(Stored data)
•••

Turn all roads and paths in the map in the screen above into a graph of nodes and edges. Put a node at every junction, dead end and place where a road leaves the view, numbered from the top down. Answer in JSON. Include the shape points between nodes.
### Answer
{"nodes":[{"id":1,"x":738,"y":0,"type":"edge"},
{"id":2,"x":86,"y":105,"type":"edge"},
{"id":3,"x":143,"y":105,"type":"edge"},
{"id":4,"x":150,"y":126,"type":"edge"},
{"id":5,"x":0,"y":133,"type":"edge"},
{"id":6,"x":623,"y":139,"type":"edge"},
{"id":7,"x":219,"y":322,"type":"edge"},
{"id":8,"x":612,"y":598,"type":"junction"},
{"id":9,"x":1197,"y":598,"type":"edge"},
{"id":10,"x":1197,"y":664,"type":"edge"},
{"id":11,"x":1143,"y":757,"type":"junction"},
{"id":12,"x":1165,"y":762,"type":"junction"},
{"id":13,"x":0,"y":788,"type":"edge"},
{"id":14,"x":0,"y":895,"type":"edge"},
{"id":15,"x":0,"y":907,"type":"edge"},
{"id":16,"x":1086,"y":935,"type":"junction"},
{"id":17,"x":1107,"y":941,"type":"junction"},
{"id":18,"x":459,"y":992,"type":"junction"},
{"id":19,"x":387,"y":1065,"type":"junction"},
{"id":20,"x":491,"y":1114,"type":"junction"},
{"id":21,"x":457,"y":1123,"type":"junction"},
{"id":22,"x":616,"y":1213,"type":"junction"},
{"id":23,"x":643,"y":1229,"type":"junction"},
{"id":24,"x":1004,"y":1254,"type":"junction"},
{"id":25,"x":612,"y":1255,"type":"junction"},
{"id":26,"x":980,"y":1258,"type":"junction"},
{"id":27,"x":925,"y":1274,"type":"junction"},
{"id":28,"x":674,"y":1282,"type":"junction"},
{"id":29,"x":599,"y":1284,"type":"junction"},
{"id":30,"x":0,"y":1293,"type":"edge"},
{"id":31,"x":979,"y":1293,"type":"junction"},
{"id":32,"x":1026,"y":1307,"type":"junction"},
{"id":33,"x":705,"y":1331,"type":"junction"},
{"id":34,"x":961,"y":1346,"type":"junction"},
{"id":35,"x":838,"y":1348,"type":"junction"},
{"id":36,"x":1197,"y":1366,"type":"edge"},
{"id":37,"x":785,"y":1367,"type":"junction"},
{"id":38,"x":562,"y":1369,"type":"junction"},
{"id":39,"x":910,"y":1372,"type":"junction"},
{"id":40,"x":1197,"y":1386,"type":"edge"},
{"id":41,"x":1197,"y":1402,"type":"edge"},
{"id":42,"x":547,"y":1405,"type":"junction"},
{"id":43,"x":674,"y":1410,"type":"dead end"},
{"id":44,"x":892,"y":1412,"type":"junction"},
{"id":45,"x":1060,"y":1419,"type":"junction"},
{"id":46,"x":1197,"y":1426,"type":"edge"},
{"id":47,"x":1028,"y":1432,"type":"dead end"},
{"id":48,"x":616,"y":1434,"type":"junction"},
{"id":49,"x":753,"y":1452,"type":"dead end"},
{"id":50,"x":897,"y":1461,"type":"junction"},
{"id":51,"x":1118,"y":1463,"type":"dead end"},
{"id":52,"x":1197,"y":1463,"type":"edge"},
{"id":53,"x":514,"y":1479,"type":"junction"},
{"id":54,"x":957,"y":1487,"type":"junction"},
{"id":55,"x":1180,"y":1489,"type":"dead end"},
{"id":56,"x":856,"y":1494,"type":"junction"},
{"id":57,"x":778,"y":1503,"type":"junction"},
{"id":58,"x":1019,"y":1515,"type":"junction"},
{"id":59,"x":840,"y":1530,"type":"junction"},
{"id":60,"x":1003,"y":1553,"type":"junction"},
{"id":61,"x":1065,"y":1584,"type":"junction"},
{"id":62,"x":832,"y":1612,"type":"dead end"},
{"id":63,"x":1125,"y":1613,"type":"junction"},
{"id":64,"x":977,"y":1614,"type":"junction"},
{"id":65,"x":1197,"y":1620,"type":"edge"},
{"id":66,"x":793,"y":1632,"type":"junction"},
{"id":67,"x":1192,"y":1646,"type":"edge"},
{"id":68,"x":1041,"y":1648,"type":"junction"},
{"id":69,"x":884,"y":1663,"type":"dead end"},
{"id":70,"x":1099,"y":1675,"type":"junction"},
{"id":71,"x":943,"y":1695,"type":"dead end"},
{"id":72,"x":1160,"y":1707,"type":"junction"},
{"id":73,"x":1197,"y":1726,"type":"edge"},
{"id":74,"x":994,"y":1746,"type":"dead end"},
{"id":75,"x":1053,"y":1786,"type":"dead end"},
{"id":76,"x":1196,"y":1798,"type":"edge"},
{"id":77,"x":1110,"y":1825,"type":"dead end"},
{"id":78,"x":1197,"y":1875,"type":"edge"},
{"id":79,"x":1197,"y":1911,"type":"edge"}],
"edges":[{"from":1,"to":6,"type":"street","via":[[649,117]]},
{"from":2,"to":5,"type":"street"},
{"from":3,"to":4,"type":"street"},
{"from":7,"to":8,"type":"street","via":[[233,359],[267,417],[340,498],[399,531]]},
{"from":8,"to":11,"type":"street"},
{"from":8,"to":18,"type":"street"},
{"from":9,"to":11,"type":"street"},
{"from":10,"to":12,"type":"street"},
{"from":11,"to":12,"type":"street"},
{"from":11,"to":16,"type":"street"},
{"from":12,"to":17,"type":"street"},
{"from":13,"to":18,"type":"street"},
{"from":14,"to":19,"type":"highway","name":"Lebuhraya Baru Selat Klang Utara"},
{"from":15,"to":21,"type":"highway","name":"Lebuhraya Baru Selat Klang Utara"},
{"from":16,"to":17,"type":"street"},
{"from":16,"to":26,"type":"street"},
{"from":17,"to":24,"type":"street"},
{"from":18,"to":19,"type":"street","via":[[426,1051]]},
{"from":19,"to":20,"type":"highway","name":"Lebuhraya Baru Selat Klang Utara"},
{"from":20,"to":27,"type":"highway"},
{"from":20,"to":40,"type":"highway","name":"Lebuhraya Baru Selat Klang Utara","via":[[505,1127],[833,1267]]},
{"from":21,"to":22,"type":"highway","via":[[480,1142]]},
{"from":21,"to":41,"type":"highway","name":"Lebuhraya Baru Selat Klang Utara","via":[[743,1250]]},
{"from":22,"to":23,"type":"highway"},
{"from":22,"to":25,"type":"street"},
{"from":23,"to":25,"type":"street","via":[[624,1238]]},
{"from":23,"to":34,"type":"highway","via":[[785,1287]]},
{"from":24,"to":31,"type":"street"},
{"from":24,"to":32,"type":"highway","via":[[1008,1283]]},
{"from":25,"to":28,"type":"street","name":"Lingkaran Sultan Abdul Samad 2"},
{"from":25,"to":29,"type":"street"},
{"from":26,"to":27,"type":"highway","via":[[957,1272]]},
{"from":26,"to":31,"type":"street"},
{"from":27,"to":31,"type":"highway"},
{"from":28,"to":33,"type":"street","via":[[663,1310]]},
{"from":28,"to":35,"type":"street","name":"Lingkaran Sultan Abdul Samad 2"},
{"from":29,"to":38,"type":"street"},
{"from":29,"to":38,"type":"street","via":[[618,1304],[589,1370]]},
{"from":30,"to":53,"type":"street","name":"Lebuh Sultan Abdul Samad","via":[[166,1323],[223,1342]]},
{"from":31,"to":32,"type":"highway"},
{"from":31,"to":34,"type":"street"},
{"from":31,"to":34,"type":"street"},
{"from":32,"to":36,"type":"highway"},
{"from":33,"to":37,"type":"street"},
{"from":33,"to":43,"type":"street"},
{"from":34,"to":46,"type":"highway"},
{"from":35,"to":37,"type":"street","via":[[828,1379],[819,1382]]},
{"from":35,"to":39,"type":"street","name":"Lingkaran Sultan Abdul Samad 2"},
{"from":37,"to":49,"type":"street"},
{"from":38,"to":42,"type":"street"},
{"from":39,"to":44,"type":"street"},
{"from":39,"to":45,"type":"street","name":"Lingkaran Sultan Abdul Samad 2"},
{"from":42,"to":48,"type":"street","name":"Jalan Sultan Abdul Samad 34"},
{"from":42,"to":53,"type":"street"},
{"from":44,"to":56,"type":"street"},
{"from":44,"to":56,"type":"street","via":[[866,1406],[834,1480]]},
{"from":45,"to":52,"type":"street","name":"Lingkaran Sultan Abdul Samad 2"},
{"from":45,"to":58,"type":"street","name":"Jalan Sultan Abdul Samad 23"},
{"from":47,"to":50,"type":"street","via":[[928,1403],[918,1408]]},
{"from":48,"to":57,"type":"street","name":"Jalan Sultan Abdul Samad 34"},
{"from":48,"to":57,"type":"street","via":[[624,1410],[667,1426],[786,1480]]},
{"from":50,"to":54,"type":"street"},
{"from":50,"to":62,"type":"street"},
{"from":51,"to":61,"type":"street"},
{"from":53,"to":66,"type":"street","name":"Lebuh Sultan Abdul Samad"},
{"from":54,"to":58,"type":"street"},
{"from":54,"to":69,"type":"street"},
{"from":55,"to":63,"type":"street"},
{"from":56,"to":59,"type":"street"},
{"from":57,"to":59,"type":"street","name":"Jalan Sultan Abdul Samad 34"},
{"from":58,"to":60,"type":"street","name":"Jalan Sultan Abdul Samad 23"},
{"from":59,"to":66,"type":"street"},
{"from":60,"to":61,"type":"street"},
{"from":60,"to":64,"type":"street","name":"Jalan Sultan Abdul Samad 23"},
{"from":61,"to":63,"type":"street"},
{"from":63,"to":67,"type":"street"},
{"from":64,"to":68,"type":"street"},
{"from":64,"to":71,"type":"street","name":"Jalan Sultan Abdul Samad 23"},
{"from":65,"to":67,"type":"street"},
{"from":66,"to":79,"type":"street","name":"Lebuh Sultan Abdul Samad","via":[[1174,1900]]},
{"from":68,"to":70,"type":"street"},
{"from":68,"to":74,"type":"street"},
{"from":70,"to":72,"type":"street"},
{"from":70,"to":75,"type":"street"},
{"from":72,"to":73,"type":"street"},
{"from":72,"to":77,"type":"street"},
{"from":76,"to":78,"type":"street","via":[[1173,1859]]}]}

•••

■ Task directions ■
Go line by line through the records and copy those that contain the word "dead".

■ Exercise output ■
Turn all roads and paths in the map in the screen above into a graph of nodes and edges. Put a node at every junction, dead end and place where a road leaves the view, numbered from the top down. Answer in JSON. Include the shape points between nodes.
{"id":43,"x":674,"y":1410,"type":"dead end"},
{"id":47,"x":1028,"y":1432,"type":"dead end"},
{"id":49,"x":753,"y":1452,"type":"dead end"},
{"id":51,"x":1118,"y":1463,"type":"dead end"},
{"id":55,"x":1180,"y":1489,"type":"dead end"},
{"id":62,"x":832,"y":1612,"type":"dead end"},
{"id":69,"x":884,"y":1663,"type":"dead end"},
{"id":71,"x":943,"y":1695,"type":"dead end"},
{"id":74,"x":994,"y":1746,"type":"dead end"},
{"id":75,"x":1053,"y":1786,"type":"dead end"},
{"id":77,"x":1110,"y":1825,"type":"dead end"},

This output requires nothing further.